The Dullahan (“dark man”) was a malevolent harbinger of death whose roots lie in Celtic mythology. He is said to be the embodiment of Crom Dubh, a fertility god who demanded blood sacrifice in the form of decapitation, his worship ended with the coming of Christianity to Ireland. Frustrated by the loss of his sacrifice, he still roams the roads, calling the names of those doomed to die, and carrying his head under his arm. The flesh of the face is decayed, with the specific (and slightly odd) reference to the consistency of the flesh being akin to mouldy cheese recurring in many telling of the tale.

The Dullahan is recorded in Fairy and Folk Tales of the Irish Peasantry edited by WB Yeats: “An omen that sometimes accompanies the banshee is the coach-a-bower (cóiste bodhar) – an immense black coach, mounted by a coffin, and drawn by headless horses driven by a Dullahan. It will go rumbling to your door, and if you open it, according to Croker, a basin of blood will be thrown in your face. These headless phantoms are found elsewhere than in Ireland. In Norway the heads of corpses were cut off to make their ghosts feeble. Thus came into existence the Dullahans …”

The gruesome process of beheading corpses to ensure their spirits don’t roam recalls the origins of another famous Irish horror creation, Bram Stoker’s Dracula. Stoker lived in Clontarf and it is thought that details in his novel may have been inspired by, among other things, the practice of burying corpses with a stake through the heart at the suicide burial plot at the crossroads of Ballybough and Clonliffe Road – another measure to prevent the deads’ unquiet spirits from wandering the earth. It’s not difficult to see parallels between these dark myths.

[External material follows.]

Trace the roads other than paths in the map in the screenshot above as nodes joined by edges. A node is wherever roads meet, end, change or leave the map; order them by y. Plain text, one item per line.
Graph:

The most famous and lasting iteration of the Dullahan figure must be the headless horseman featured in Washington Irving’s The Legend of Sleepy Hollow, which is set in rural New York. The horseman takes the form of a Hessian soldier slain during the American Revolutionary War. Irving was an American citizen, whose parents hailed originally from Cornwall, and the story was written while travelling in England. It’s intriguing to see how the Celtic roots of this tale are filtered through the history of the America of the day. Sleepy Hollow is as much a satire of materialistic Dutch settler communities as it is a ghost story.

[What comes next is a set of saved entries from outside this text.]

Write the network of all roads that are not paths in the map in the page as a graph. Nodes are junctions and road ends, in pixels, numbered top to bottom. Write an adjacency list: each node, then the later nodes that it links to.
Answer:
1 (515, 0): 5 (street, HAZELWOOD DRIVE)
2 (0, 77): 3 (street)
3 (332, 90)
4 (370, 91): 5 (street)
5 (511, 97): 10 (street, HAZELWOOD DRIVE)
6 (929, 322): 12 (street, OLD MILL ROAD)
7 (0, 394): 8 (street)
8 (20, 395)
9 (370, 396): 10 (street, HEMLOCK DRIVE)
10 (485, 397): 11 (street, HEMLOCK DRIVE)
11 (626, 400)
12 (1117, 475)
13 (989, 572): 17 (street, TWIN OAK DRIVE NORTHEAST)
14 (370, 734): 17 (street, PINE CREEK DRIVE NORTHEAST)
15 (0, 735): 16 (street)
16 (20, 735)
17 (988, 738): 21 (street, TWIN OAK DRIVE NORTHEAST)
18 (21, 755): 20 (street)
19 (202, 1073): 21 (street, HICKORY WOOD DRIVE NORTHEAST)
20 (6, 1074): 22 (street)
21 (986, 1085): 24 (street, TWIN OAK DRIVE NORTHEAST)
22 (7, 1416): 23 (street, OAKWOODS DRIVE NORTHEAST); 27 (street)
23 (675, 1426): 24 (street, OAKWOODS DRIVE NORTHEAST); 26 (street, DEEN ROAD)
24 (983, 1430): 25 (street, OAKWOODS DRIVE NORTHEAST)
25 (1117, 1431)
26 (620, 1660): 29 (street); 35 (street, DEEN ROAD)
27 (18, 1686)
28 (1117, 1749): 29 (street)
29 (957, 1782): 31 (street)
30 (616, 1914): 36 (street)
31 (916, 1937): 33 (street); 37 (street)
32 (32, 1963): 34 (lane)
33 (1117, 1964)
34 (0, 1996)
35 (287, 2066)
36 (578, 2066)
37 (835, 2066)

As mentioned above, the cóiste bodhar (deaf or silent coach) often attends the Dullahan as he stalks the night. It’s referenced in Thomas Johnston Westropp’s A Folklore Survey of County Clare, where a number of stories relating to it are recorded:

“On the night of December 11th, 1876, a servant of the MacNamaras was going his rounds at Ennistymon […]In the dark he heard the rumbling of wheels on the back avenue, and, knowing from the hour and place that no ‘mortal vehicle’ could be coming, concluded that it was the death coach and ran on, opening the gates before it. He had just time to open the third gate and throw himself on his face beside it, at the bank, before he ‘heard a coach go clanking past. It did not stop at the house, but passed on…the following day Admiral Sir Burton MacNamara died in London.”

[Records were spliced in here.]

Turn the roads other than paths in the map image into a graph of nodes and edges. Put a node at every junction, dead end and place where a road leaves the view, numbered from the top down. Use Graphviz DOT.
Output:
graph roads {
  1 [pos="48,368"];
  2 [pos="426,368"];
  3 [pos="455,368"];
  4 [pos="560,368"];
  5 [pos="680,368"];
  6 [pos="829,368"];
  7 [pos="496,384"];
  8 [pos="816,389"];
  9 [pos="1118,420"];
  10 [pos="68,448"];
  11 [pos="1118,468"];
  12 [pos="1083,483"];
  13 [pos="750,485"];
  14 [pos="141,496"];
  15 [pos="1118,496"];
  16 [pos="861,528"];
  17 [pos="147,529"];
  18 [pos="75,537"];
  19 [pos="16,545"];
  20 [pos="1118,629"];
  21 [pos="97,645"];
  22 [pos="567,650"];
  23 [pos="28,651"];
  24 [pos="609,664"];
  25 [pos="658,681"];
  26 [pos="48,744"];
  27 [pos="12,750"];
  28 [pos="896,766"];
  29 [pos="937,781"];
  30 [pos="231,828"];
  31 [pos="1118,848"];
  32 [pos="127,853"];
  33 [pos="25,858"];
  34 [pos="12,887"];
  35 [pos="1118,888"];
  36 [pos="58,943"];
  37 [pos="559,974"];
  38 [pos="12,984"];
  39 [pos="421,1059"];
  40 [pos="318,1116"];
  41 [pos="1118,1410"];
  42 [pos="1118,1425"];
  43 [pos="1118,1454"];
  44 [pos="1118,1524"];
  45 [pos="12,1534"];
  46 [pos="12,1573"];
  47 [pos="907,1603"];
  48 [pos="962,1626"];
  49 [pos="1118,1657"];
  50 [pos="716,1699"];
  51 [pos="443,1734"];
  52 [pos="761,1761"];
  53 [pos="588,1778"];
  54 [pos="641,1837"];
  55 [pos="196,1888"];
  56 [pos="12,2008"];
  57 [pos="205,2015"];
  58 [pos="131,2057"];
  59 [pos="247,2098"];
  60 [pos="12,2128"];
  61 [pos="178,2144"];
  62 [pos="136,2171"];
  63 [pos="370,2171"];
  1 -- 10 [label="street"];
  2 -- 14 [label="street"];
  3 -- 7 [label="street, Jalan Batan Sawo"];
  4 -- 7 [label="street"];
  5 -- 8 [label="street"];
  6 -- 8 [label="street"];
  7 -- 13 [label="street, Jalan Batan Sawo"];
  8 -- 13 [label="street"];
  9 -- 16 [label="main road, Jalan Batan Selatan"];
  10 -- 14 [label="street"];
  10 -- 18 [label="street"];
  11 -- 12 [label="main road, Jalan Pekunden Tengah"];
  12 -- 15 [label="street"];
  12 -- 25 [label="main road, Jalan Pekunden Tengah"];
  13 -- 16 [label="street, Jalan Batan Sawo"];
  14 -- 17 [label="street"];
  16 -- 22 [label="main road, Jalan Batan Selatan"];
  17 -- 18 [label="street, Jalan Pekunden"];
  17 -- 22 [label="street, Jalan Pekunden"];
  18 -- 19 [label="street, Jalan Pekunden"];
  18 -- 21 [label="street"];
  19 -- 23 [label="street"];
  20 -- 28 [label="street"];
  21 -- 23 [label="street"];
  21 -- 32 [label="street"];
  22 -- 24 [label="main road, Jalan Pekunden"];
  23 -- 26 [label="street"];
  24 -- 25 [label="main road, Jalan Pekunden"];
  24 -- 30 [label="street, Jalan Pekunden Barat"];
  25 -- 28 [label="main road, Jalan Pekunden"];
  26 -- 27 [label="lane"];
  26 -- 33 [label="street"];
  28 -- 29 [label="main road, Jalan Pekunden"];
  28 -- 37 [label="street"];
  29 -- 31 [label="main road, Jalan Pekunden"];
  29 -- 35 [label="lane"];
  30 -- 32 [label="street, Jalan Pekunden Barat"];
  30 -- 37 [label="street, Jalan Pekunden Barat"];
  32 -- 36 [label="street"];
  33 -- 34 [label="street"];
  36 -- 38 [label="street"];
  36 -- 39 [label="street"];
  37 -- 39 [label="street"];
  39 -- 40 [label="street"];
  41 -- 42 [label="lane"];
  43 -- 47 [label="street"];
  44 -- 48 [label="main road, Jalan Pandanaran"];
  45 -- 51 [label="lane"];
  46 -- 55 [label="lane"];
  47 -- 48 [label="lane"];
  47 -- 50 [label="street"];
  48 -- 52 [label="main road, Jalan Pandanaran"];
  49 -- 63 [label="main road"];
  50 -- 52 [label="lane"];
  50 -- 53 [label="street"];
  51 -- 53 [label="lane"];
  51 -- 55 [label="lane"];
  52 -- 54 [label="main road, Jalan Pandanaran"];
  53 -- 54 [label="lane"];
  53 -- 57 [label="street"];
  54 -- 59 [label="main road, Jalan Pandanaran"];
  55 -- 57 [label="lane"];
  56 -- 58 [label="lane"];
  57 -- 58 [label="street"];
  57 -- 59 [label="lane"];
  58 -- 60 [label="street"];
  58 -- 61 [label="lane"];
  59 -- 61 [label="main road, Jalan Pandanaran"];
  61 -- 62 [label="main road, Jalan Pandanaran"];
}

Like the Dullahan, the cóiste bodhar has made some surprising appearances in more recent pop culture, the first of which, Darby O’Gill and the Little People, has terrified generations with its depiction of that other staple of Irish ghostly legend, the banshee. In Darby O’Gill, the spectral figure of the cóiste bodhar comes floating through the air to carry away Darby’s daughter Katie to the land of the dead.

The death coach or carriage has become a standard of many horror tales – making an appearance at the end of Stephen King’s Needful Things, where Leland Gaunt departs the town of Castle Rock in a car that transforms into a death coach. Most recently, a reimaging of the trope appears in the final vignette in the Cohen Brother’s western The Ballad of Buster Scruggs, where a group of immoral people spend what may be their final journey bickering with each other as the death coach brings them closer to their destination.

The roots of Irish mythology have become interwoven with other cultures, creating new traditions and evolved mythologies that forge a strong link between the past and the present.

So beware my pretties, it may look like a pumpkin, but could next be seen on a headless figure!  BOO!